A numerical study on autoignition of finite thick polymethyl methacrylate (PMMA) subjected to thermal radiation and forced airflow

Abstract

A 2D numerical model coupling condensed and gas phases is developed to investigate autoignition of finite thick PMMA heated by radiation in forced airflow. Six sample thicknesses (1–15 mm), four heat fluxes (30–60 kW/m2), and five airflow velocities (0–1.2 m/s) are considered to examine their effects. The model is first verified by measured surface temperatures in experiments. Then three boundary layers (BL), velocity, thermal and concentration BLs, are studied based on simulation results and BL theory. BL thickness, local and surface-averaged frication coefficients, convective heat and mass transfer coefficients at solid–gas interface are estimated and compared with analytical results.

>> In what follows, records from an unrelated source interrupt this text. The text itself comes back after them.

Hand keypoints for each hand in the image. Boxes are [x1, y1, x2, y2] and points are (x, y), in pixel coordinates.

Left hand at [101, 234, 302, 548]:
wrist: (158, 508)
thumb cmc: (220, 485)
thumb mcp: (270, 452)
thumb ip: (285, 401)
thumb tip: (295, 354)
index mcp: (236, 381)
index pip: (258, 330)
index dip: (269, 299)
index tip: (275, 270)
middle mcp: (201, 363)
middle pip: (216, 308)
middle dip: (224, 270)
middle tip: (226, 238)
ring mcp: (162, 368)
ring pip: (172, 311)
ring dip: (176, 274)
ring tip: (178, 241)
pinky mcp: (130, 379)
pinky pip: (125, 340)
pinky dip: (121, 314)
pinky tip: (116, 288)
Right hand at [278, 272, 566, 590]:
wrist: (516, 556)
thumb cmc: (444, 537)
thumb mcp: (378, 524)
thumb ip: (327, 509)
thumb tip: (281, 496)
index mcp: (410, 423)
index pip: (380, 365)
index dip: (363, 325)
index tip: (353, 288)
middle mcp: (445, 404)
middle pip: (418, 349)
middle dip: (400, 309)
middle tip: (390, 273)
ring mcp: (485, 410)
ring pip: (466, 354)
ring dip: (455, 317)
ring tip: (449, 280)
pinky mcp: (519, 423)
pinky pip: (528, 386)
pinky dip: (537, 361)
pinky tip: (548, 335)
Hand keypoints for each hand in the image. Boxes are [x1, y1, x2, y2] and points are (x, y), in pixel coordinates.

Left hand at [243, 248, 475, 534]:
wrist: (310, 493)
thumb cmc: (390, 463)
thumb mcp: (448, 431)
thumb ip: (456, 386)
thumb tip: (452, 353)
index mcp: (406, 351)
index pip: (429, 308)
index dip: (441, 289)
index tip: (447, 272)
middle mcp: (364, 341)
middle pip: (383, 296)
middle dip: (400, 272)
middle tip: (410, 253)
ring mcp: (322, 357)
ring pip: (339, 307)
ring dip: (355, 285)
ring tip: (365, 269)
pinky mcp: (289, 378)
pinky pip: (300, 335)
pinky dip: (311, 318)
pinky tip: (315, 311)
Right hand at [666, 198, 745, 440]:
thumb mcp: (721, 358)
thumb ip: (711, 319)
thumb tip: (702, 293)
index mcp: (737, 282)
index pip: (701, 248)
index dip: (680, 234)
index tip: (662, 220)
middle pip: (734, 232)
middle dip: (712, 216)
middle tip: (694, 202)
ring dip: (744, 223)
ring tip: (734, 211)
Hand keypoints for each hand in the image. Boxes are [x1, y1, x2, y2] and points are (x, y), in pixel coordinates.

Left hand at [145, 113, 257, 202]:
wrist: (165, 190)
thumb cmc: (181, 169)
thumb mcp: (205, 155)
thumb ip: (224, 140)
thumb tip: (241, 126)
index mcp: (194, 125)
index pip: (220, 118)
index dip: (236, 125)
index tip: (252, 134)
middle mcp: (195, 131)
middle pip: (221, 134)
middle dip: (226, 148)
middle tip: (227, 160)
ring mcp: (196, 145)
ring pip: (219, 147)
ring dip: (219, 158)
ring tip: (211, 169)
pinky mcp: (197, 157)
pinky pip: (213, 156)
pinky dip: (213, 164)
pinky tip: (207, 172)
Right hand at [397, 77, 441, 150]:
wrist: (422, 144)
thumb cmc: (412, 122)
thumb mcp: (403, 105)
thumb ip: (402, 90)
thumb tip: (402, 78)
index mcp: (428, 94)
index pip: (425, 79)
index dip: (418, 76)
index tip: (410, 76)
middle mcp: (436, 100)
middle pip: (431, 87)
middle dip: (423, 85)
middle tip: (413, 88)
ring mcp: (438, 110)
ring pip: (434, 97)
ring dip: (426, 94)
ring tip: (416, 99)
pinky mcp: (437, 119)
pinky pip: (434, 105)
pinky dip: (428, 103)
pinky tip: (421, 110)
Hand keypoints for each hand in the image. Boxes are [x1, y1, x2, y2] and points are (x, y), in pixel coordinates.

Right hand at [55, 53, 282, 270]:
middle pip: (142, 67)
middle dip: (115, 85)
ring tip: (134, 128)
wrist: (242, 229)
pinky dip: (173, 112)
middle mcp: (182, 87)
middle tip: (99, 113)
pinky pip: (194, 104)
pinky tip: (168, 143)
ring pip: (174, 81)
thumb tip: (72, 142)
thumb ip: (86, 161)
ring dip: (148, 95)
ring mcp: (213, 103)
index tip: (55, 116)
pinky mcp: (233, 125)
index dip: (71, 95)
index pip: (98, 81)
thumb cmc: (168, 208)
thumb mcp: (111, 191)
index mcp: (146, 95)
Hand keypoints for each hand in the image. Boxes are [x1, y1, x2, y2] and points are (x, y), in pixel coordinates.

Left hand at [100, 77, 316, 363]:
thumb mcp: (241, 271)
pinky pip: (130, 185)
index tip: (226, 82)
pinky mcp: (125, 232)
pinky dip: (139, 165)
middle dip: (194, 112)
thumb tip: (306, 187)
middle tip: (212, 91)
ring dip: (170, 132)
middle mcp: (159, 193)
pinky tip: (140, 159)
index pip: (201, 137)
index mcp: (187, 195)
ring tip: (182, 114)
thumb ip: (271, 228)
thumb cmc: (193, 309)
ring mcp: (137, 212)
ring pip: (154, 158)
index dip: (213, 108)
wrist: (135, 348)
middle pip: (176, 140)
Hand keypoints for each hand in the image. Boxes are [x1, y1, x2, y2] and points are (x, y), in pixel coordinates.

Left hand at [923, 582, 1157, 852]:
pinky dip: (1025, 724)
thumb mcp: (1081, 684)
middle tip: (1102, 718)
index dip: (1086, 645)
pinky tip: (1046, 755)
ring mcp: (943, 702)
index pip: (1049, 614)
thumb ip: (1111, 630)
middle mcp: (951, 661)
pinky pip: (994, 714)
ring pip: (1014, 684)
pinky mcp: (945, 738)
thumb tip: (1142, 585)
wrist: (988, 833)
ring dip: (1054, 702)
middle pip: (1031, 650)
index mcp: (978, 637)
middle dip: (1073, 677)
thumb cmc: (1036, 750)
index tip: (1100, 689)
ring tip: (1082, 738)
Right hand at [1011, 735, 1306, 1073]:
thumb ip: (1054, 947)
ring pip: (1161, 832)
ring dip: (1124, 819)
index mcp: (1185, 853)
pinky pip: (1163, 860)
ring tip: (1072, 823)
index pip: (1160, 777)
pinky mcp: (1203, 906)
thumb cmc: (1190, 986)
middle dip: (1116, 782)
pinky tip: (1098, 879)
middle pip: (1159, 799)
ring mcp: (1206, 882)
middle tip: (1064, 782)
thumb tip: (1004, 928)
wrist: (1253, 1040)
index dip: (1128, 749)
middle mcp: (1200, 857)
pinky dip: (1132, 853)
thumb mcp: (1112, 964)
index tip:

Meanwhile, Damköhler numbers (Da) in non-ignition cases are calculated to reveal their impact. The results show that the model predicts measured surface temperatures well despite some divergence for thin samples due to deformation. Simulated velocities and thermal BL thicknesses agree well with analytical ones, yielding a maximum error of 33 % for concentration BL. Numerical convective heat and mass transfer coefficients match analytical ones well, whereas large discrepancy exists for friction coefficient. Two types of Da evolution, corresponding to different controlling mechanisms of non-ignition cases, separated by 6 mm sample are identified.